A joy it will be one day,
to remember even this.
Through so many hard straits, so many
twists and turns,
our course holds firm for Latium.
There fate holds out
a homeland, calm, at peace.
There the gods decree
the kingdom of Troy will rise again.
Bear up.Virgil, The Aeneid
Four years ago today, I started from a clean slate on a new version of HMMER, HMMER 3.0. It's been gestating longer than I'd planned, but at long last it's almost ready. After Christmas holidays, the first alpha test versions will be released.
It's far from actually done, mind you. But it's about ready to be tested.
The idea that drove me to spend the last four years rewriting HMMER from scratch (again) is pretty simple. BLAST has been the workhorse of computational molecular biology for almost twenty years. The theoretical foundation of biological sequence analysis has been greatly improved since BLAST was written, because of the advent of probabilistic modeling methods such as hidden Markov models. We even wrote a book about these methods -- Biological Sequence Analysis is now a decade old. But people still use BLAST; I still use BLAST. Why is that? Theoretical advances in a computational science are all well and good, but someone has to write a practical implementation if these advances are going to be widely used. BLAST is a damn fine implementation; fast, robust, and beautifully supported by NCBI. There are reasonable implementations of HMM methods, including HMMER2 and the UCSC SAM package, but mostly because they're so much slower than BLAST, they have stayed in a different niche -- both in how they're used (for profile searches in protein domain databases such as Pfam and SMART) and in terms of mind share. HMMs are still seen as a black box, not as an improved statistical foundation for all of sequence analysis. David Lipman once commented that the only thing that made HMMs interesting was their name - there's something's hidden, and a Russian is involved.
So: all this gorgeous theory was languishing, and it was starting to piss me off.
So: HMMER3's ever-so-modest goal is to compete with BLAST.
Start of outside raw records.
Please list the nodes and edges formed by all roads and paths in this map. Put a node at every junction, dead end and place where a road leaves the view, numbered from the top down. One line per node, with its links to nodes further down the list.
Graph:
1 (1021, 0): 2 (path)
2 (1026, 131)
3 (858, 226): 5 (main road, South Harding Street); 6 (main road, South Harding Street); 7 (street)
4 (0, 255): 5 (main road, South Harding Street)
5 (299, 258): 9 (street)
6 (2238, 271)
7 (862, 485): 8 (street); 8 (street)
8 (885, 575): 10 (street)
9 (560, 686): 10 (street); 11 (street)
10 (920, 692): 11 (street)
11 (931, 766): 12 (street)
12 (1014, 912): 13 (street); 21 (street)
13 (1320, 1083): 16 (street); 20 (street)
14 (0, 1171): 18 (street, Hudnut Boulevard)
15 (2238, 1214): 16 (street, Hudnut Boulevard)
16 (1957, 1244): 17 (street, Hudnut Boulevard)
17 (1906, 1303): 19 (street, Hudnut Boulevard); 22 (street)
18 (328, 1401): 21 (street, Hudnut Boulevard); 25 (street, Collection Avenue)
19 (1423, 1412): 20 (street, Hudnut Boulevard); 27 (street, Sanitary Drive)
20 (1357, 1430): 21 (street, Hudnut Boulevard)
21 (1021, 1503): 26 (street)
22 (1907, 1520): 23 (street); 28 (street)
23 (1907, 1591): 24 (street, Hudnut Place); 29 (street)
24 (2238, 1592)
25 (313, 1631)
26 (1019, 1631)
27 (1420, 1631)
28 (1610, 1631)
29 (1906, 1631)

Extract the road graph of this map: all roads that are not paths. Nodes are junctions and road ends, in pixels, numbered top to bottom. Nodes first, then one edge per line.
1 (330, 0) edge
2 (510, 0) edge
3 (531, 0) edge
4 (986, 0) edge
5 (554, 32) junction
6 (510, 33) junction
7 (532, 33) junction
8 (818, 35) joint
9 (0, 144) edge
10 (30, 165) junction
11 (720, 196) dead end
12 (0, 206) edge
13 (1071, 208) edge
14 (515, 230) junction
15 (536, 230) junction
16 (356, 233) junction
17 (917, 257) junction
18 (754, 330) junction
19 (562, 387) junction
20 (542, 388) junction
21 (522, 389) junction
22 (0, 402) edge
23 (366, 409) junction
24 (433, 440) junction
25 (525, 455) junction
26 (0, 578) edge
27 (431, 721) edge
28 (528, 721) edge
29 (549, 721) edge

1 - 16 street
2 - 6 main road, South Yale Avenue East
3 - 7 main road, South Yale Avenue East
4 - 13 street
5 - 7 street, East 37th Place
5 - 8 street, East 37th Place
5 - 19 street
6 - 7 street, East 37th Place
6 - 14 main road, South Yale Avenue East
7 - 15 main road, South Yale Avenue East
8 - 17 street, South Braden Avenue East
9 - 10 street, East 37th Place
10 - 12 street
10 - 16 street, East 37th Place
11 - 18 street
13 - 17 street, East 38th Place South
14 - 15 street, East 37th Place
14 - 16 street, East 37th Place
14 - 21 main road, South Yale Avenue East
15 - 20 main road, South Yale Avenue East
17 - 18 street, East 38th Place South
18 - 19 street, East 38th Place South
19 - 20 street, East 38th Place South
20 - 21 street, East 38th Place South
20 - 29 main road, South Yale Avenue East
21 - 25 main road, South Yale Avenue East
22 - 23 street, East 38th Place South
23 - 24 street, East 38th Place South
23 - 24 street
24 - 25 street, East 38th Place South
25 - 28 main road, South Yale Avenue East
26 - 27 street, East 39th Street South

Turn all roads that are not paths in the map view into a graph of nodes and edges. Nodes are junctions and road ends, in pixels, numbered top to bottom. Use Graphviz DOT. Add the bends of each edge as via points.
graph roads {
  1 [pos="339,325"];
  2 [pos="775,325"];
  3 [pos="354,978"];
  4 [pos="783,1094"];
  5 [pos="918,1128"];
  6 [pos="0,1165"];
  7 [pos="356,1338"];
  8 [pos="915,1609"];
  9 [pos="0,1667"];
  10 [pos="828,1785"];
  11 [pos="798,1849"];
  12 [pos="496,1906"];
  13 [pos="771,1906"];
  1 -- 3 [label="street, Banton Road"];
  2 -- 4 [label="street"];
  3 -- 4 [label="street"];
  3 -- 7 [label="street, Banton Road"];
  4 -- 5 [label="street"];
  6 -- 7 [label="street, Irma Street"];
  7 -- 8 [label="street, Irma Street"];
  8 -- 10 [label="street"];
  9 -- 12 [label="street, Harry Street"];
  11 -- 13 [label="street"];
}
The most immediately visible change in HMMER3 is that HMMER is now about as fast as BLAST. We've got a spiffy new acceleration algorithm, a little less heuristic than BLAST's and a little more suited to parallelization on modern hardware. We will be able to wring even more speed out of it as our initial implementation improves, and I'm expecting we should be able to make it even faster than BLAST by the time we're done.
The next most visible change in HMMER3 is that it doesn't calculate optimal alignment scores, it calculates theoretically more powerful log-likelihood ratios that sum over the uncertainty of any particular alignment. I'll expand on this more in future posts (and papers), but the main idea is optimal alignment scores are the wrong score to use; they're an approximation that works ok when alignments are pretty certain, but the approximation breaks down and optimal alignment scores lose resolving power when we're comparing remote homologs. HMMER3 is using full probabilistic inference; it calculates the entire ensemble of possible alignments and reports confidence values (posterior probabilities) on every aligned residue. None of this is new! Theoretically speaking, we've known this is the Right Thing To Do since the 1990's. The UCSC SAM implementation has always run the Forward algorithm; and that's why it's even slower than HMMER2. Now in H3, we're doing the correct probabilistic inference calculations in context of a fast, practical codebase. Our acceleration algorithms are sufficiently good that we can finally afford to deploy the expensive heavy artillery of probabilistic inference, in a way that you won't notice the cost; your results will snap back about as fast as BLAST ever did.
The result is sequence database searching that's much more powerful than BLAST, or even HMMER2, but at BLAST's speed. At least in our internal benchmarks so far, the new power in HMMER3 is dramatic.
I'll talk more about what's new in HMMER3 in the coming weeks, as we prepare to roll out the alpha test versions, and start laying a road map for public release.